Academic culture should promote growth, not competition

Students at larger schools tend to compare GPAs, Kenyon Students thrive without pressure.

Grades aren’t a marker of our success here at Kenyon,  and thank goodness for that. The absence of GPA-obsessed courses lead banter on this campus is extremely beneficial to students; discussing grades isn’t conducive to anything but stress and anxiety.

So, what do grades mean to students at Kenyon? By not talking about grades, does this mean we have lost the ambition that got us to Kenyon? To the contrary, the lack of overt competition over our GPA makes grades here as beneficial to students as they possibly can be.

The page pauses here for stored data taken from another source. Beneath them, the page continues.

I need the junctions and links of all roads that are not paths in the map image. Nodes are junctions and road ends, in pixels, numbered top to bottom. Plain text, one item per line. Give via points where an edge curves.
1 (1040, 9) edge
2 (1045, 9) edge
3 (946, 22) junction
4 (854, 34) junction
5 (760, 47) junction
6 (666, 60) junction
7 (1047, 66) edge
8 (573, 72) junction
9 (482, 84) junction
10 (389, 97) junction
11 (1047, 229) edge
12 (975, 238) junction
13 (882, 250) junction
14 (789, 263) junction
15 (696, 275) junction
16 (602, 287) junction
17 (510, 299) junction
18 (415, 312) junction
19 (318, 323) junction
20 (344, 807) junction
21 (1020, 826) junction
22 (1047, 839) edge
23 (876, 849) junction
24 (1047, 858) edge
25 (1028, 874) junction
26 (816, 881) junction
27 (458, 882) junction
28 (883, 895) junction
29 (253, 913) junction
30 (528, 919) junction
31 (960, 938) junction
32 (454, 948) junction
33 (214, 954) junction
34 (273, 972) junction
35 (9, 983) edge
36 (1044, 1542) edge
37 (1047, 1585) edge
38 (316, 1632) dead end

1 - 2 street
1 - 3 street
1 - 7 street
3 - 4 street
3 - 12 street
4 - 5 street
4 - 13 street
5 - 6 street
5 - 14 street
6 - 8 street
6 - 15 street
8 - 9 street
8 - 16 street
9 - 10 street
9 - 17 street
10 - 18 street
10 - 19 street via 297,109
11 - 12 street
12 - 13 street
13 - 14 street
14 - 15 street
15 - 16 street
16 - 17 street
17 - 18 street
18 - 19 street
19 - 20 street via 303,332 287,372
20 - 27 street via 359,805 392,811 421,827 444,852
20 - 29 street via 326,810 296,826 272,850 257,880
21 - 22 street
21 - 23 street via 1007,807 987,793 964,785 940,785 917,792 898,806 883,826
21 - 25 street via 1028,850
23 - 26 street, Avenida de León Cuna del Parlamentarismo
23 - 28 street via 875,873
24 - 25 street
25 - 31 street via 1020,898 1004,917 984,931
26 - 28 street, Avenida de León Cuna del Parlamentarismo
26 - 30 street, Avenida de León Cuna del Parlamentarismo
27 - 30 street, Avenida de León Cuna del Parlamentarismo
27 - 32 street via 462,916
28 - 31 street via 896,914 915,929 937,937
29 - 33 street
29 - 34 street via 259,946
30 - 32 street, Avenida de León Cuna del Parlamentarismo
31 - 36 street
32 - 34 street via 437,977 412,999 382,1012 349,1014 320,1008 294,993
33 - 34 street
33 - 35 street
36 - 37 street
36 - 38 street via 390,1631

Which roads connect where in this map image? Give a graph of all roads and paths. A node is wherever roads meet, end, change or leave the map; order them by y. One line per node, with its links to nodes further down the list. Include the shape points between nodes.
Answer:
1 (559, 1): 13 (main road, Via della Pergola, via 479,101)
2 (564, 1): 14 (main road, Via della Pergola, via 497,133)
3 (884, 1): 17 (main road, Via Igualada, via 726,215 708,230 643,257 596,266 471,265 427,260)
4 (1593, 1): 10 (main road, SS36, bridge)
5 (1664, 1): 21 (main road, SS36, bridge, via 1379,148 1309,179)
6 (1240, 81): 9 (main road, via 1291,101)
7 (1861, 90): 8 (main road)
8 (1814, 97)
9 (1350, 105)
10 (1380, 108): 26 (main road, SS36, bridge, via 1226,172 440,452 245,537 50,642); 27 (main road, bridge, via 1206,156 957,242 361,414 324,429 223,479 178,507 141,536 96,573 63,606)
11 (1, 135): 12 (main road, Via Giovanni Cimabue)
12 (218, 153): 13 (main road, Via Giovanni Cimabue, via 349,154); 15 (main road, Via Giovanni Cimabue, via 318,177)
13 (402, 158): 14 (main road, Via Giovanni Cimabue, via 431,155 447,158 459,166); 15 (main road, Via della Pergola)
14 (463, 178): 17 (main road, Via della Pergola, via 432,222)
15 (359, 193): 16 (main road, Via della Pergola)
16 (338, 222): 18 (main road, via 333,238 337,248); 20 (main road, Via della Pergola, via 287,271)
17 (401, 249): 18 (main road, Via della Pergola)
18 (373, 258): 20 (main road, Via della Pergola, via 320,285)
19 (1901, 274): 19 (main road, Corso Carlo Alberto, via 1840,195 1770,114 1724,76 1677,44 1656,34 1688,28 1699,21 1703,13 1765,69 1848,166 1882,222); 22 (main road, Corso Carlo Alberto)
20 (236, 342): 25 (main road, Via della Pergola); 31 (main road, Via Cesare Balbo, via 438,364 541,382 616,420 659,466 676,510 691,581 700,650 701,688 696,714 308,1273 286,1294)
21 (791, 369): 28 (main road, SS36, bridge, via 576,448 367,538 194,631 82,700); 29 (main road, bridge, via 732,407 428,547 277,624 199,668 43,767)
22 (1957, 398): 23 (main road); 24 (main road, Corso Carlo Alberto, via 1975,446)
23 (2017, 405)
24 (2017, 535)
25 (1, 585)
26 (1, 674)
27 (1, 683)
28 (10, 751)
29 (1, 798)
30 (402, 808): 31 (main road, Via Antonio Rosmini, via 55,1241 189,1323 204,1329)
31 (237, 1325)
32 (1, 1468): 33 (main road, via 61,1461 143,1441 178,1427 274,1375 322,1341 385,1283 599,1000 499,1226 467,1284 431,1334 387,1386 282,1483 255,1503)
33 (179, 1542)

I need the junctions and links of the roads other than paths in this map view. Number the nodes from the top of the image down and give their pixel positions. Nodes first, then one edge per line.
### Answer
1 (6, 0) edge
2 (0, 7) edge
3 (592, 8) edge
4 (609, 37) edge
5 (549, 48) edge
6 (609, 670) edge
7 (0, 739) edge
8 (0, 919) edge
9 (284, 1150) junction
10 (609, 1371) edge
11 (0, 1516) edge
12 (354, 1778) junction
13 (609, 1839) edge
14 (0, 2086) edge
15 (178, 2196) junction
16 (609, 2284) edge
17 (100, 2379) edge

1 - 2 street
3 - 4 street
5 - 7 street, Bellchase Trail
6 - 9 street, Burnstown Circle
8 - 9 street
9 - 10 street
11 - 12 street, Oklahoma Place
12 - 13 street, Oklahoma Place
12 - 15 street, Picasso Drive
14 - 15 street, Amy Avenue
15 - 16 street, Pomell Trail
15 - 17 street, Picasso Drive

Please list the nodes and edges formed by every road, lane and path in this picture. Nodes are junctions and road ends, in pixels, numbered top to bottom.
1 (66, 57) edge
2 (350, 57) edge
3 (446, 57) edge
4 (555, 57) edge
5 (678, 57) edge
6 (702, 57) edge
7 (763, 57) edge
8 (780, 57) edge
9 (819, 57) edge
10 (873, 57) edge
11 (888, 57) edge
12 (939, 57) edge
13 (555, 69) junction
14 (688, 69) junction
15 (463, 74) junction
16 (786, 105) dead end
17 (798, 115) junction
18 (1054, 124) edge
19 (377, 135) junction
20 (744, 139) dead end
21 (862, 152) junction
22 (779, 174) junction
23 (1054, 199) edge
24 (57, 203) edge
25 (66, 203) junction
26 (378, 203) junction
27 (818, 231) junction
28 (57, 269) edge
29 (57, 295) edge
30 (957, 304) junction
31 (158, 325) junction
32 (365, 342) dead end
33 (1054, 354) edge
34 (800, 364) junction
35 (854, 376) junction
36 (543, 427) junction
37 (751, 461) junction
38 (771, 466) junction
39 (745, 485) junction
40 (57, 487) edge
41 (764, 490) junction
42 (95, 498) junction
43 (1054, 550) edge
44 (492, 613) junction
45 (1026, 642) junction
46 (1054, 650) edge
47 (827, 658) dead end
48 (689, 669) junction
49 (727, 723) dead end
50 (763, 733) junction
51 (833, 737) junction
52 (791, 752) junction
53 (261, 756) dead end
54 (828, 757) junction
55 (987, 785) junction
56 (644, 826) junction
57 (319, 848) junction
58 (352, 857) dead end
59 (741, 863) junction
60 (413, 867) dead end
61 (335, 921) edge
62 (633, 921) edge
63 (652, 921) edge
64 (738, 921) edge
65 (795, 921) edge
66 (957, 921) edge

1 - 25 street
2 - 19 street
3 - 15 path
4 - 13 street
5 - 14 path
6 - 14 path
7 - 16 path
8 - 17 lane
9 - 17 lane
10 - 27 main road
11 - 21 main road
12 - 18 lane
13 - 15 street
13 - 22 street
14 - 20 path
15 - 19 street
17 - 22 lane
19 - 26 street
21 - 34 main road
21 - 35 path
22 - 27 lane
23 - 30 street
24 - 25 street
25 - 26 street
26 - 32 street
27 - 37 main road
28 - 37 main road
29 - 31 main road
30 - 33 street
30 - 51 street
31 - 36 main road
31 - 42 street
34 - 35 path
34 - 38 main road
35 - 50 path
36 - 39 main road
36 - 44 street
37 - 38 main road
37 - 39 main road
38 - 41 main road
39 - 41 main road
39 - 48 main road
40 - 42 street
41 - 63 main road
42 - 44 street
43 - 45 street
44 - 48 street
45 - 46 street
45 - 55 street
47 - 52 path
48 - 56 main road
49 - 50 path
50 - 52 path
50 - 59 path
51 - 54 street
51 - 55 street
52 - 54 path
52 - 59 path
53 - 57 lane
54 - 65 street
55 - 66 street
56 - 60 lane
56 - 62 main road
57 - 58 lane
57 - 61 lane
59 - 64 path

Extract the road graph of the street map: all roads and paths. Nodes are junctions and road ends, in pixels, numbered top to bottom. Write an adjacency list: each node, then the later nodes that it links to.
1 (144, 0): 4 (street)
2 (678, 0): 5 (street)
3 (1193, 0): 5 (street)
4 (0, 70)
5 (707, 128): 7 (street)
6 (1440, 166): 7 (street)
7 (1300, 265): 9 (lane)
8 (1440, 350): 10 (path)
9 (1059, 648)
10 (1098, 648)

In conversations with friends, classmates and my uncle (who is a professor), I have concluded there seems to be no consensus on grades’ purpose and value. For some, it’s just a response to the assignment turned in. To others, a good grade is why a student wakes up every morning, why they go the extra mile. To my uncle, grades are indicative of his student’s work then and there. My own professors seem to agree. What you got on the last assignment isn’t indicative of what you’ll get on the next one. Our skills are always improving; continual assessment in our courses lead a student to progress. Without students constantly discussing their grades with each other, there is no one meaning for each grade. Students can come to realize that they are not the “B-” they received on that one essay or exam, and instead can use that “B-” to understand state of their abilities and push themselves to improve.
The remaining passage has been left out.